Rostros, mariposas monarca, flores y formas orgánicas se multiplican dentro de una estructura rigurosamente simétrica. La repetición transforma cada elemento y obliga a descubrir nuevas figuras conforme avanza la mirada. Entre máscara, ornamento y metamorfosis, la composición propone una identidad plural: un rostro formado por todos los seres, recuerdos y experiencias que lo habitan.

Una figura femenina de piel verde sostiene a un pequeño cuerpo mientras permanece protegida por una gran forma oval. A su alrededor aparecen un corazón expuesto y una balanza que introduce la idea de juicio y equilibrio. El artista presenta la maternidad como una fuerza que protege, alimenta y decide, pero también como un territorio donde el amor convive con la responsabilidad y el sacrificio.

El rostro sereno de una niña emerge entre agua, alas y ornamentos dorados. Bajo la superficie, peces y formas anatómicas revelan un mundo interior que permanece oculto a simple vista. La obra reúne inocencia, imaginación y profundidad emocional, como si la infancia pudiera contemplar simultáneamente el cielo y el abismo sin perder su capacidad de asombro.

Coronado y rodeado por una gran aureola acuática, un niño contempla una pequeña embarcación amenazada por una serpiente. En su pecho, una forma orgánica concentra memoria, instinto y emoción. En esta ocasión, el maestro Diego Gontorr convierte la infancia en símbolo de poder y vulnerabilidad: incluso quien porta una corona debe aprender a navegar la incertidumbre.

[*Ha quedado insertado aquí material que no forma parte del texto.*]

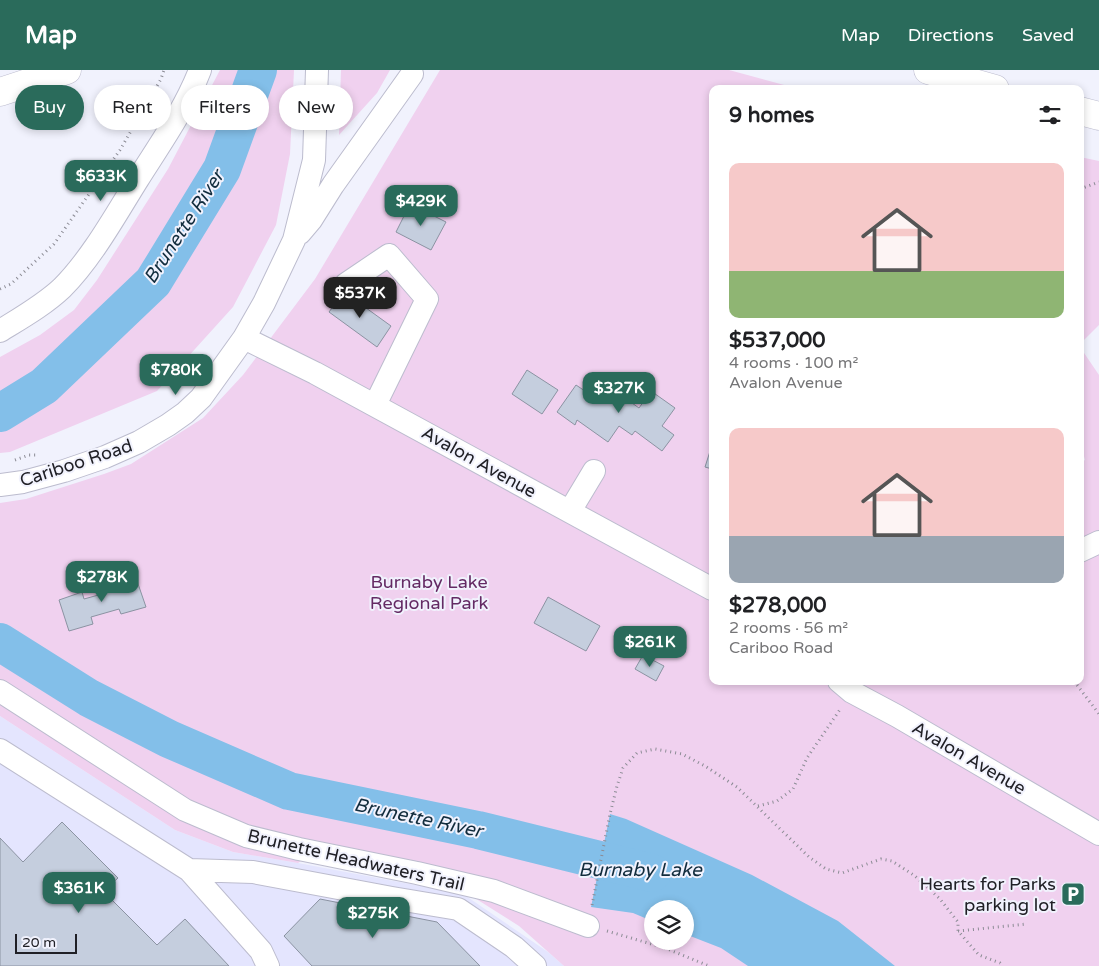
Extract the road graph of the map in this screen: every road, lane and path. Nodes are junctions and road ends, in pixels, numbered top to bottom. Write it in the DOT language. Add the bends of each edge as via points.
graph roads {
  1 [pos="67,70"];
  2 [pos="164,70"];
  3 [pos="200,70"];
  4 [pos="317,70"];
  5 [pos="928,70"];
  6 [pos="412,74"];
  7 [pos="981,85"];
  8 [pos="0,92"];
  9 [pos="1084,112"];
  10 [pos="1099,116"];
  11 [pos="1099,182"];
  12 [pos="1084,188"];
  13 [pos="294,240"];
  14 [pos="346,284"];
  15 [pos="0,289"];
  16 [pos="0,331"];
  17 [pos="244,338"];
  18 [pos="375,405"];
  19 [pos="42,455"];
  20 [pos="13,460"];
  21 [pos="594,471"];
  22 [pos="0,485"];
  23 [pos="570,511"];
  24 [pos="1099,542"];
  25 [pos="1084,548"];
  26 [pos="709,587"];
  27 [pos="1077,685"];
  28 [pos="845,686"];
  29 [pos="0,691"];
  30 [pos="1099,714"];
  31 [pos="0,750"];
  32 [pos="758,806"];
  33 [pos="1099,834"];
  34 [pos="188,870"];
  35 [pos="590,916"];
  36 [pos="1027,924"];
  37 [pos="958,931"];
  38 [pos="268,966"];
  39 [pos="535,966"];
  40 [pos="709,966"];
  41 [pos="1003,966"];
  1 -- 8 [label="main road"];
  2 -- 15 [label="path" via="120,150 54,244 11,284"];
  3 -- 16 [label="street" via="169,129 82,264 62,288"];
  4 -- 13 [label="street, Cariboo Road" via="314,160"];
  5 -- 7 [label="main road"];
  6 -- 13 [label="street"];
  9 -- 10 [label="main road"];
  11 -- 12 [label="path"];
  13 -- 17 [label="street, Cariboo Road"];
  14 -- 18 [label="street" via="389,255 427,299"];
  17 -- 18 [label="street, Avalon Avenue"];
  17 -- 22 [label="street, Cariboo Road" via="201,398 168,425 105,457 23,482"];
  18 -- 23 [label="street, Avalon Avenue"];
  19 -- 20 [label="path"];
  21 -- 23 [label="street"];
  23 -- 26 [label="street, Avalon Avenue"];
  24 -- 25 [label="street"];
  27 -- 30 [label="path"];
  28 -- 32 [label="path" via="793,789 777,801"];
  28 -- 33 [label="street, Avalon Avenue"];
  29 -- 35 [label="street, Brunette Headwaters Trail" via="185,810 246,836 417,873"];
  31 -- 34 [label="street"];
  32 -- 35 [label="path" via="737,787 682,754 655,749 637,753 623,768 617,786"];
  32 -- 37 [label="path" via="809,857 826,868 842,873 881,859 892,861 915,876 940,900 958,922"];
  34 -- 38 [label="street" via="261,951"];
  34 -- 39 [label="street" via="253,872 458,909 514,947"];
  35 -- 40 [label="path"];
  36 -- 37 [label="path"];
  37 -- 41 [label="path" via="979,956"];
}
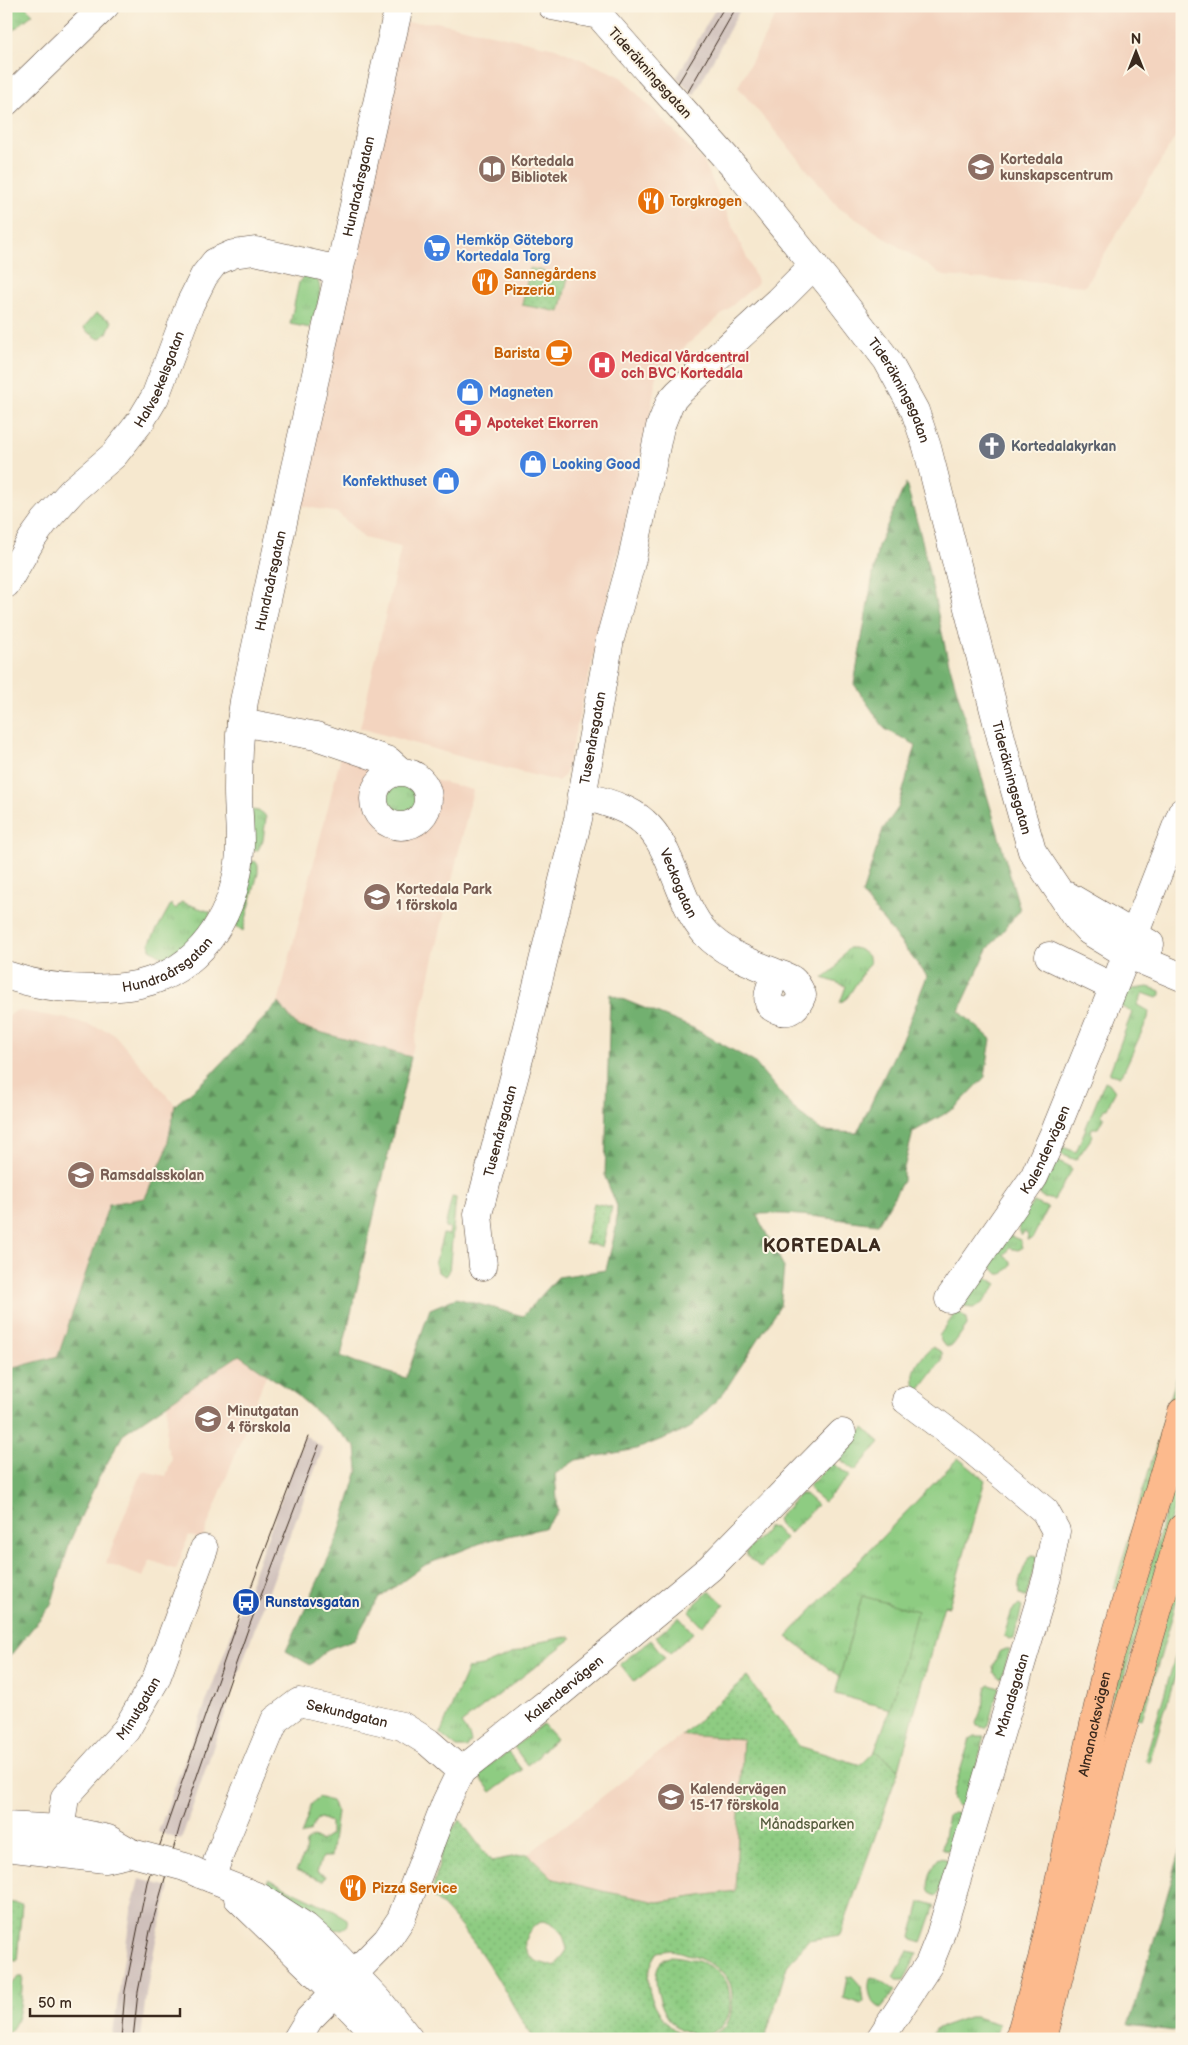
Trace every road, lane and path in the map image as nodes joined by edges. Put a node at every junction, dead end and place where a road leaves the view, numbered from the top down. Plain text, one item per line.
1 (105, 6) edge
2 (399, 6) edge
3 (552, 6) edge
4 (603, 11) edge
5 (6, 102) edge
6 (814, 265) junction
7 (339, 270) junction
8 (6, 584) edge
9 (241, 722) junction
10 (400, 771) dead end
11 (581, 795) junction
12 (1182, 812) edge
13 (1130, 945) junction
14 (1049, 956) dead end
15 (1182, 958) edge
16 (776, 973) dead end
17 (6, 975) edge
18 (1182, 977) edge
19 (1113, 987) junction
20 (483, 1266) dead end
21 (949, 1299) dead end
22 (906, 1400) dead end
23 (1182, 1412) edge
24 (842, 1434) dead end
25 (1182, 1528) edge
26 (204, 1549) dead end
27 (461, 1771) junction
28 (6, 1826) edge
29 (59, 1841) junction
30 (6, 1847) edge
31 (211, 1878) junction
32 (344, 1982) junction
33 (297, 2039) edge
34 (380, 2039) edge
35 (409, 2039) edge
36 (880, 2039) edge
37 (1019, 2039) edge
38 (1043, 2039) edge

1 - 5 street
2 - 7 street, Hundraårsgatan
3 - 4 street, Tideräkningsgatan
4 - 6 street, Tideräkningsgatan, bridge
6 - 11 street, Tusenårsgatan
6 - 13 street, Tideräkningsgatan
7 - 8 street, Halvsekelsgatan
7 - 9 street, Hundraårsgatan
9 - 10 street
9 - 17 street, Hundraårsgatan
11 - 16 street, Veckogatan
11 - 20 street, Tusenårsgatan
12 - 13 street, Kalendervägen
13 - 15 street, Tideräkningsgatan
13 - 18 street, Tideräkningsgatan
13 - 19 street, Kalendervägen
14 - 19 street
19 - 21 street, Kalendervägen
22 - 36 street, Månadsgatan
23 - 37 main road, Almanacksvägen
24 - 27 street, Kalendervägen
25 - 38 main road, Almanacksvägen
26 - 29 street, Minutgatan
27 - 31 street, Sekundgatan
27 - 32 street, Kalendervägen
28 - 29 street
29 - 30 street
29 - 31 street, bridge
31 - 32 street
32 - 33 street, Kalendervägen
32 - 34 street
32 - 35 street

Una figura permanece en meditación dentro de una extensa flor azul, mientras una luz dorada asciende desde sus manos. Las formas que la rodean parecen alas, pétalos y corrientes de energía al mismo tiempo. La composición representa el recogimiento como un acto de transformación: el silencio no es ausencia, sino el espacio donde la conciencia concentra su fuerza y encuentra claridad.

De una figura recogida nace un árbol de follaje dorado que se extiende como refugio y coronación. Detrás aparece una forma geométrica semejante a un halo contemporáneo. El artista reúne cuerpo, raíz y naturaleza para expresar un crecimiento que sucede desde el interior: aquello que alguna vez nos obligó a inclinarnos puede convertirse, con el tiempo, en la fuente de nuestra mayor fortaleza.

En medio de una superficie oscura y profundamente texturizada, una forma humana parece descender, flotar o comenzar a nacer. Destellos verdes y dorados atraviesan la oscuridad y concentran la atención en el cuerpo suspendido. La obra evoca el origen como un tránsito incierto: antes de toda transformación existe un instante de silencio en el que la vida todavía busca su forma.